This article is featured in the resource guide, Effective Online Teaching Strategies.
You’re committed to equity and inclusion. You’ve been educating yourself about how higher ed systemically and systematically privileges some and disadvantages others, while working to create a just and equitable experience for minoritized students. Active learning pedagogies are already part of your toolbox, and you support your department’s ideas on curricular change. Still, you aren’t quite sure how to translate your commitment into further action. What’s next?

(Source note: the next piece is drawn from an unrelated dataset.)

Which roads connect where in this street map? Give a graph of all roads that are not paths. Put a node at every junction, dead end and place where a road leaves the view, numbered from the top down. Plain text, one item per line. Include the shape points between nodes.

The following article identifies four pedagogical strategies for creating and delivering the equity-minded course you’re seeking. I suspect at least several of these are already familiar to you, so I’ve also included suggestions for how to extend and deepen your use of them. They are presented in no particular order; start with which ever one makes sense for you, your students, and the content you teach.
Let’s jump in.
Make every student feel they belong
Creating a sense of belonging isn’t just about being friendly or kind. It’s about grasping the ways that some of your students experience a classroom as foreign, intimidating, hostile, and/or injurious. It’s about providing a consistent psychosocial, intellectual, and emotional counternarrative to the microaggressions, imposter syndrome, and stereotype threat your minoritized students experience. Yeager and Walton (2011) unpack a variety of proven tactics, several of them remarkably impactful for the time you invest, including:
- normalizing the challenges encountered during learning;
- reminding students that their personal values and strengths matter in the moment; and
- helping students discover the value of your content to their lives.

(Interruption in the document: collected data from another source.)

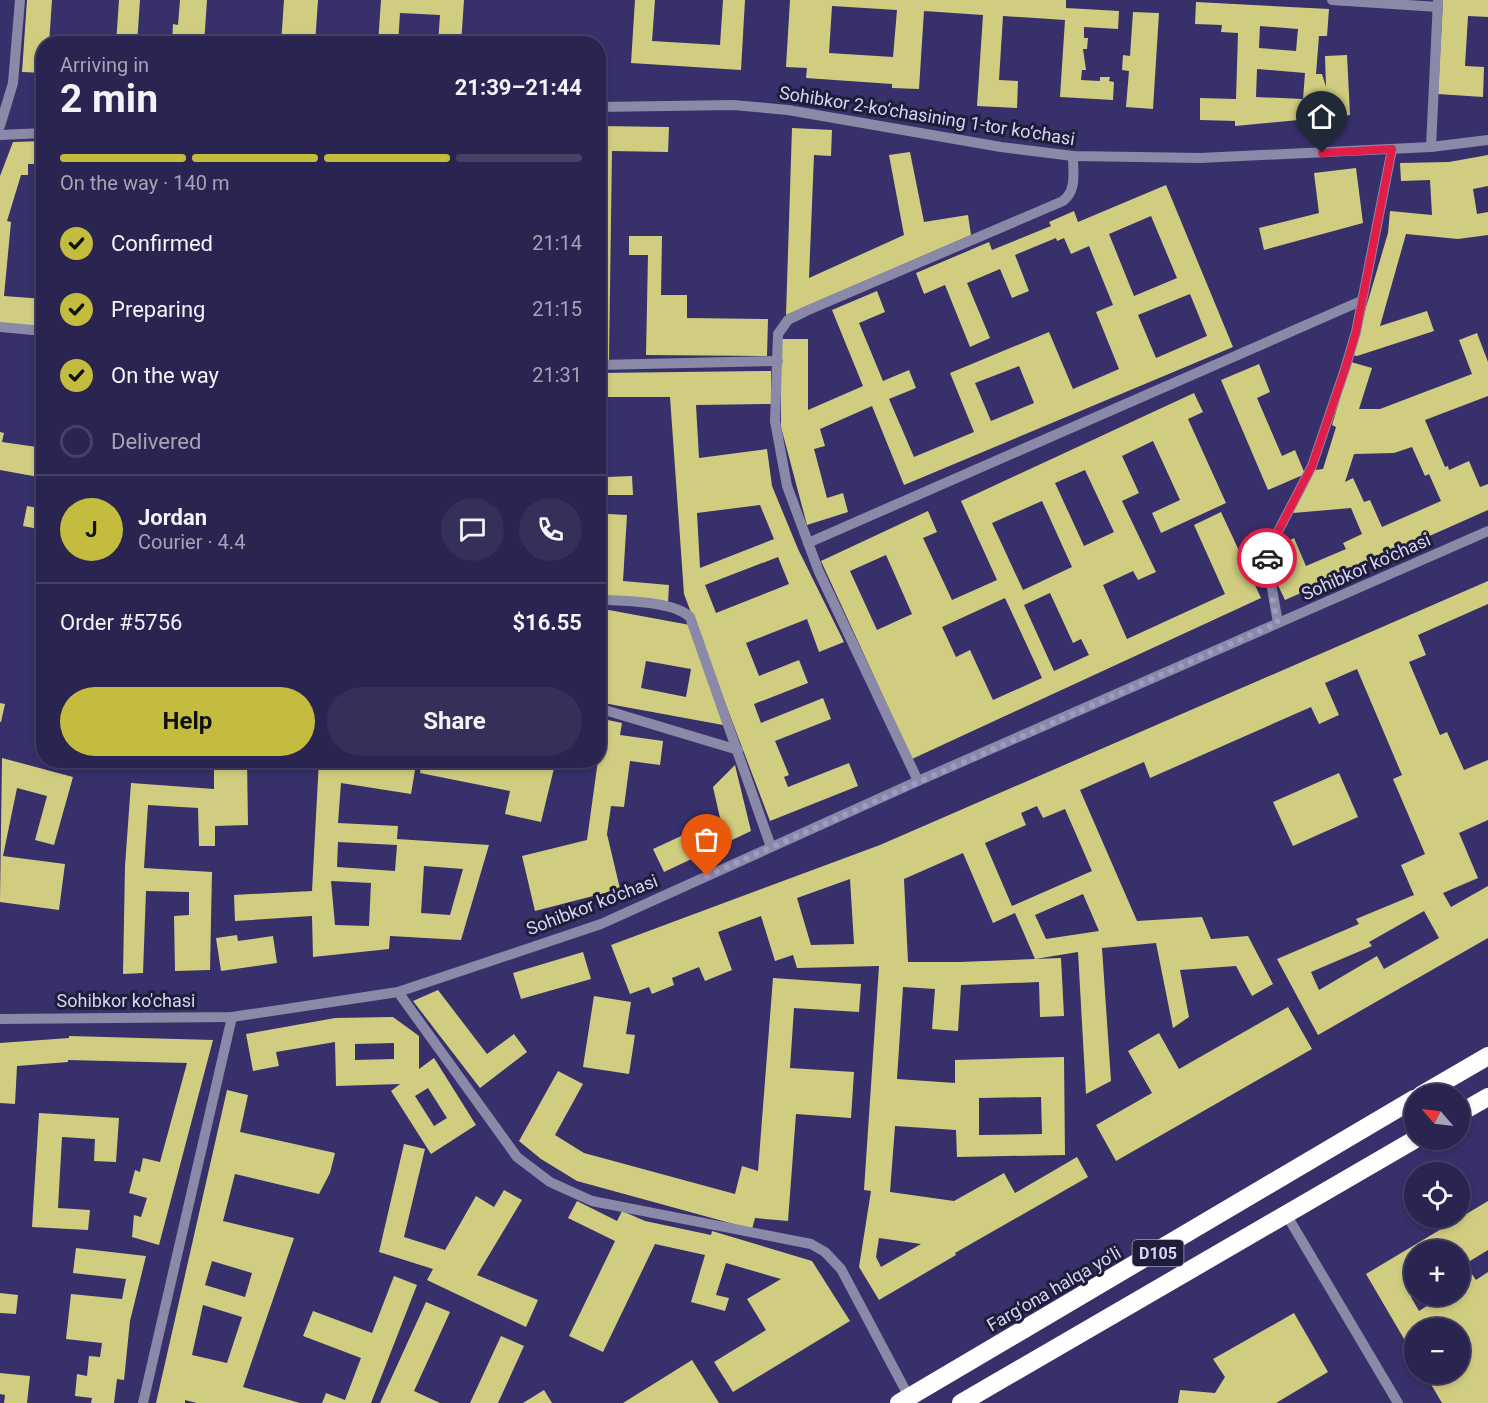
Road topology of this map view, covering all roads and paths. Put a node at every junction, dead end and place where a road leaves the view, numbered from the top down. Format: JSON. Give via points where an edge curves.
{"nodes":[{"id":1,"x":20,"y":0,"type":"edge"},
{"id":2,"x":1332,"y":0,"type":"edge"},
{"id":3,"x":1438,"y":4,"type":"edge"},
{"id":4,"x":606,"y":107,"type":"edge"},
{"id":5,"x":0,"y":126,"type":"edge"},
{"id":6,"x":36,"y":133,"type":"edge"},
{"id":7,"x":0,"y":135,"type":"edge"},
{"id":8,"x":1488,"y":140,"type":"edge"},
{"id":9,"x":1431,"y":147,"type":"junction"},
{"id":10,"x":1392,"y":149,"type":"junction"},
{"id":11,"x":1073,"y":156,"type":"junction"},
{"id":12,"x":1361,"y":302,"type":"junction"},
{"id":13,"x":0,"y":327,"type":"edge"},
{"id":14,"x":36,"y":331,"type":"edge"},
{"id":15,"x":778,"y":361,"type":"junction"},
{"id":16,"x":606,"y":364,"type":"edge"},
{"id":17,"x":1488,"y":531,"type":"edge"},
{"id":18,"x":808,"y":543,"type":"junction"},
{"id":19,"x":606,"y":600,"type":"edge"},
{"id":20,"x":1278,"y":623,"type":"junction"},
{"id":21,"x":606,"y":710,"type":"edge"},
{"id":22,"x":738,"y":750,"type":"junction"},
{"id":23,"x":918,"y":781,"type":"junction"},
{"id":24,"x":771,"y":847,"type":"junction"},
{"id":25,"x":398,"y":992,"type":"junction"},
{"id":26,"x":232,"y":1017,"type":"junction"},
{"id":27,"x":0,"y":1019,"type":"edge"},
{"id":28,"x":1488,"y":1056,"type":"edge"},
{"id":29,"x":1440,"y":1084,"type":"edge"},
{"id":30,"x":1488,"y":1097,"type":"edge"},
{"id":31,"x":1404,"y":1105,"type":"edge"},
{"id":32,"x":1470,"y":1107,"type":"edge"},
{"id":33,"x":1404,"y":1146,"type":"edge"},
{"id":34,"x":1286,"y":1214,"type":"junction"},
{"id":35,"x":904,"y":1400,"type":"edge"},
{"id":36,"x":143,"y":1403,"type":"edge"},
{"id":37,"x":962,"y":1403,"type":"edge"},
{"id":38,"x":1398,"y":1403,"type":"edge"}],
"edges":[{"from":1,"to":5,"type":"street","via":[[13,83]]},
{"from":2,"to":3,"type":"street"},
{"from":3,"to":9,"type":"street"},
{"from":4,"to":11,"type":"street","name":"Sohibkor 2-ko‘chasining 1-tor ko‘chasi","via":[[733,105],[788,110]]},
{"from":6,"to":7,"type":"street"},
{"from":8,"to":9,"type":"street","name":"Sohibkor 2-ko‘chasining 1-tor ko‘chasi"},
{"from":9,"to":10,"type":"street","name":"Sohibkor 2-ko‘chasining 1-tor ko‘chasi"},
{"from":10,"to":11,"type":"street","name":"Sohibkor 2-ko‘chasining 1-tor ko‘chasi","via":[[1200,158]]},
{"from":10,"to":12,"type":"street"},
{"from":11,"to":15,"type":"street","via":[[1074,184],[1063,201],[789,320],[778,334]]},
{"from":12,"to":18,"type":"street"},
{"from":12,"to":20,"type":"street","via":[[1345,369],[1312,466],[1267,560]]},
{"from":13,"to":14,"type":"street"},
{"from":15,"to":16,"type":"street"},
{"from":15,"to":18,"type":"street","via":[[775,421],[787,486]]},
{"from":17,"to":20,"type":"street","name":"Sohibkor ko'chasi"},
{"from":18,"to":23,"type":"street"},
{"from":19,"to":22,"type":"street","via":[[669,606],[690,617]]},
{"from":20,"to":23,"type":"street","name":"Sohibkor ko'chasi"},
{"from":21,"to":22,"type":"street"},
{"from":22,"to":24,"type":"street"},
{"from":23,"to":24,"type":"street","name":"Sohibkor ko'chasi"},
{"from":24,"to":25,"type":"street","name":"Sohibkor ko'chasi","via":[[601,924]]},
{"from":25,"to":26,"type":"street","name":"Sohibkor ko'chasi"},
{"from":25,"to":35,"type":"street","via":[[498,1134],[517,1157],[550,1182],[592,1201],[810,1244],[825,1252],[841,1269]]},
{"from":26,"to":27,"type":"street","name":"Sohibkor ko'chasi"},
{"from":26,"to":36,"type":"street"},
{"from":28,"to":29,"type":"highway"},
{"from":30,"to":32,"type":"highway"},
{"from":31,"to":35,"type":"highway","name":"Farg‘ona halqa yo‘li","number":"D105"},
{"from":33,"to":34,"type":"highway","number":"D105"},
{"from":34,"to":37,"type":"highway","number":"D105"},
{"from":34,"to":38,"type":"street"}]}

How to help students feel they belong
If you are already using these, I encourage you to also think about how you can help students feel they belong in your discipline. To generate some ideas for how to accomplish this larger goal, ask yourself these questions:
- How can I regularly demonstrate to all students that their specific backgrounds, experiences, and perspectives are valuable within my field?
- In what ways can my assessments (mock testimony, policy briefs, proposals, reviews) provide the opportunity to get a well-rounded sense of what experts in my field do?
- How do my activities ask students to connect my content to their lived experiences?
Expect every student to succeed
If you haven’t already included instruction on a growth mindset (Dweck, 2007), consider adding a section to your syllabus or mini-workshops to class time. Students who believe that hard work pays off, that mistakes are a normal part of learning, and that stretching yourself, while uncomfortable in the moment, has long term value, are more successful.
But don’t stop there. Also do the kind of deep self-reflection that roots out the ways your own beliefs and behaviors can undermine student success.
Alternative ways to engage with students
Here are three pairs of alternative ways to engage with students born out of my own experience. If the first in the pair better describes your current approach, I encourage you to consider how you can shift your thinking and behavior towards the second.
- Do you focus comments on students’ written work overwhelmingly on the problems? or do you highlight the successes and then strategically identify the one or two items the student can prioritize for improvement. (Hint, if you are line editing your students’ work, you fall into the first category).
- When students provide wrong answers on an exam, do you think to yourself, “Where on earth did they get that idea?” Or do you think, “How do I teach that differently in the future to address that misconception?”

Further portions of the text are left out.